Collection entries
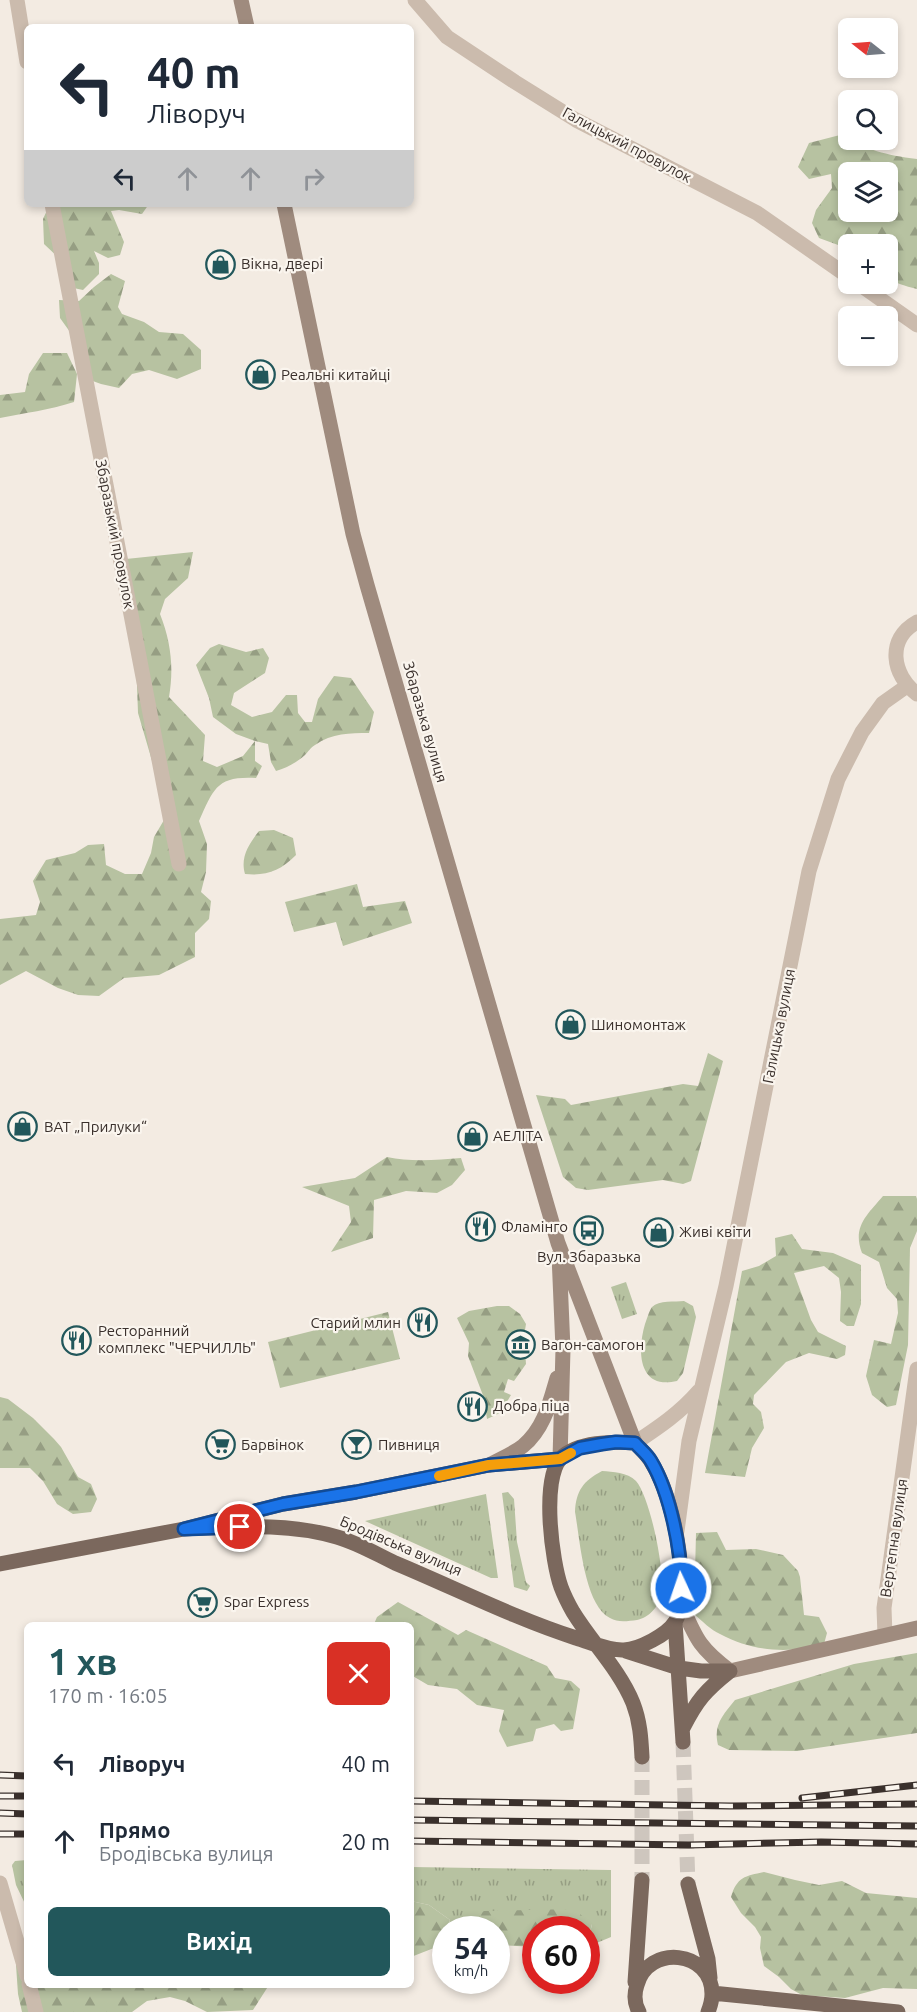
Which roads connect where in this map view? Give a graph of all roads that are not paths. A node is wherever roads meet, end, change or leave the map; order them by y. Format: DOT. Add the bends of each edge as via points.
graph roads {
  1 [pos="16,0"];
  2 [pos="242,0"];
  3 [pos="415,0"];
  4 [pos="246,24"];
  5 [pos="24,45"];
  6 [pos="53,207"];
  7 [pos="285,207"];
  8 [pos="838,269"];
  9 [pos="873,294"];
  10 [pos="917,325"];
  11 [pos="917,622"];
  12 [pos="912,690"];
  13 [pos="179,864"];
  14 [pos="558,1244"];
  15 [pos="563,1360"];
  16 [pos="917,1369"];
  17 [pos="701,1389"];
  18 [pos="635,1443"];
  19 [pos="560,1459"];
  20 [pos="489,1465"];
  21 [pos="184,1529"];
  22 [pos="676,1537"];
  23 [pos="0,1564"];
  24 [pos="680,1602"];
  25 [pos="675,1622"];
  26 [pos="917,1628"];
  27 [pos="885,1635"];
  28 [pos="595,1644"];
  29 [pos="623,1650"];
  30 [pos="679,1668"];
  31 [pos="730,1671"];
  32 [pos="642,1757"];
  33 [pos="642,1880"];
  34 [pos="0,1883"];
  35 [pos="688,1884"];
  36 [pos="24,1966"];
  37 [pos="30,1988"];
  38 [pos="635,1992"];
  39 [pos="712,1993"];
  40 [pos="36,2012"];
  41 [pos="631,2012"];
  42 [pos="639,2012"];
  43 [pos="709,2012"];
  44 [pos="716,2012"];
  45 [pos="898,2012"];
  1 -- 5 [label="street"];
  2 -- 4 [label="main road"];
  3 -- 8 [label="street, Галицький провулок" via="447,36 515,82 576,120 757,213"];
  6 -- 13 [label="street, Збаразький провулок"];
  7 -- 14 [label="main road, Збаразька вулиця" via="353,534"];
  9 -- 10 [label="street"];
  11 -- 12 [label="street, Галицька вулиця" via="903,634 897,646 899,675"];
  12 -- 17 [label="street, Галицька вулиця" via="883,704 862,732 838,779 809,871 726,1286"];
  14 -- 15 [label="main road, Збаразька вулиця"];
  14 -- 18 [label="main road, Збаразька вулиця"];
  15 -- 19 [label="main road, Збаразька вулиця"];
  15 -- 20 [label="main road" via="546,1415 535,1434 522,1447"];
  16 -- 27 [label="street, Вертепна вулиця" via="884,1608"];
  17 -- 18 [label="street, Галицька вулиця" via="683,1409"];
  17 -- 22 [label="street, Галицька вулиця"];
  18 -- 19 [label="main road" via="580,1448"];
  18 -- 22 [label="main road" via="650,1459 663,1484"];
  19 -- 20 [label="main road, Бродівська вулиця"];
  19 -- 28 [label="main road" via="552,1477 550,1504 554,1558 561,1587"];
  20 -- 21 [label="main road, Бродівська вулиця" via="283,1504"];
  21 -- 23 [label="main road, Бродівська вулиця"];
  21 -- 28 [label="main road, Бродівська вулиця" via="286,1527 336,1537 548,1628"];
  22 -- 24 [label="main road"];
  24 -- 25 [label="main road"];
  24 -- 31 [label="main road" via="697,1640"];
  25 -- 29 [label="main road" via="643,1646"];
  25 -- 30 [label="main road"];
  26 -- 27 [label="main road"];
  27 -- 31 [label="main road"];
  28 -- 29 [label="main road"];
  28 -- 32 [label="main road" via="618,1674 633,1703 641,1730"];
  29 -- 30 [label="main road"];
  30 -- 31 [label="main road"];
  30 -- 31 [label="main road" via="683,1735 695,1705"];
  33 -- 38 [label="main road"];
  34 -- 36 [label="street"];
  35 -- 39 [label="main road" via="708,1959"];
  37 -- 40 [label="street"];
  38 -- 39 [label="main road" via="638,1978 647,1966 674,1956 700,1967 709,1979"];
  38 -- 41 [label="main road"];
  38 -- 42 [label="main road"];
  39 -- 43 [label="main road"];
  39 -- 44 [label="street"];
  39 -- 45 [label="main road"];
}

Exercise instructions. Where a record holds a picture, leave the picture out and restate the rest word for word.

Exercise solution.
Which roads connect where in this map view? Give a graph of all roads that are not paths. A node is wherever roads meet, end, change or leave the map; order them by y. Format: DOT. Add the bends of each edge as via points.
graph roads {
  1 [pos="16,0"];
  2 [pos="242,0"];
  3 [pos="415,0"];
  4 [pos="246,24"];
  5 [pos="24,45"];
  6 [pos="53,207"];
  7 [pos="285,207"];
  8 [pos="838,269"];
  9 [pos="873,294"];
  10 [pos="917,325"];
  11 [pos="917,622"];
  12 [pos="912,690"];
  13 [pos="179,864"];
  14 [pos="558,1244"];
  15 [pos="563,1360"];
  16 [pos="917,1369"];
  17 [pos="701,1389"];
  18 [pos="635,1443"];
  19 [pos="560,1459"];
  20 [pos="489,1465"];
  21 [pos="184,1529"];
  22 [pos="676,1537"];
  23 [pos="0,1564"];
  24 [pos="680,1602"];
  25 [pos="675,1622"];
  26 [pos="917,1628"];
  27 [pos="885,1635"];
  28 [pos="595,1644"];
  29 [pos="623,1650"];
  30 [pos="679,1668"];
  31 [pos="730,1671"];
  32 [pos="642,1757"];
  33 [pos="642,1880"];
  34 [pos="0,1883"];
  35 [pos="688,1884"];
  36 [pos="24,1966"];
  37 [pos="30,1988"];
  38 [pos="635,1992"];
  39 [pos="712,1993"];
  40 [pos="36,2012"];
  41 [pos="631,2012"];
  42 [pos="639,2012"];
  43 [pos="709,2012"];
  44 [pos="716,2012"];
  45 [pos="898,2012"];
  1 -- 5 [label="street"];
  2 -- 4 [label="main road"];
  3 -- 8 [label="street, Галицький провулок" via="447,36 515,82 576,120 757,213"];
  6 -- 13 [label="street, Збаразький провулок"];
  7 -- 14 [label="main road, Збаразька вулиця" via="353,534"];
  9 -- 10 [label="street"];
  11 -- 12 [label="street, Галицька вулиця" via="903,634 897,646 899,675"];
  12 -- 17 [label="street, Галицька вулиця" via="883,704 862,732 838,779 809,871 726,1286"];
  14 -- 15 [label="main road, Збаразька вулиця"];
  14 -- 18 [label="main road, Збаразька вулиця"];
  15 -- 19 [label="main road, Збаразька вулиця"];
  15 -- 20 [label="main road" via="546,1415 535,1434 522,1447"];
  16 -- 27 [label="street, Вертепна вулиця" via="884,1608"];
  17 -- 18 [label="street, Галицька вулиця" via="683,1409"];
  17 -- 22 [label="street, Галицька вулиця"];
  18 -- 19 [label="main road" via="580,1448"];
  18 -- 22 [label="main road" via="650,1459 663,1484"];
  19 -- 20 [label="main road, Бродівська вулиця"];
  19 -- 28 [label="main road" via="552,1477 550,1504 554,1558 561,1587"];
  20 -- 21 [label="main road, Бродівська вулиця" via="283,1504"];
  21 -- 23 [label="main road, Бродівська вулиця"];
  21 -- 28 [label="main road, Бродівська вулиця" via="286,1527 336,1537 548,1628"];
  22 -- 24 [label="main road"];
  24 -- 25 [label="main road"];
  24 -- 31 [label="main road" via="697,1640"];
  25 -- 29 [label="main road" via="643,1646"];
  25 -- 30 [label="main road"];
  26 -- 27 [label="main road"];
  27 -- 31 [label="main road"];
  28 -- 29 [label="main road"];
  28 -- 32 [label="main road" via="618,1674 633,1703 641,1730"];
  29 -- 30 [label="main road"];
  30 -- 31 [label="main road"];
  30 -- 31 [label="main road" via="683,1735 695,1705"];
  33 -- 38 [label="main road"];
  34 -- 36 [label="street"];
  35 -- 39 [label="main road" via="708,1959"];
  37 -- 40 [label="street"];
  38 -- 39 [label="main road" via="638,1978 647,1966 674,1956 700,1967 709,1979"];
  38 -- 41 [label="main road"];
  38 -- 42 [label="main road"];
  39 -- 43 [label="main road"];
  39 -- 44 [label="street"];
  39 -- 45 [label="main road"];
}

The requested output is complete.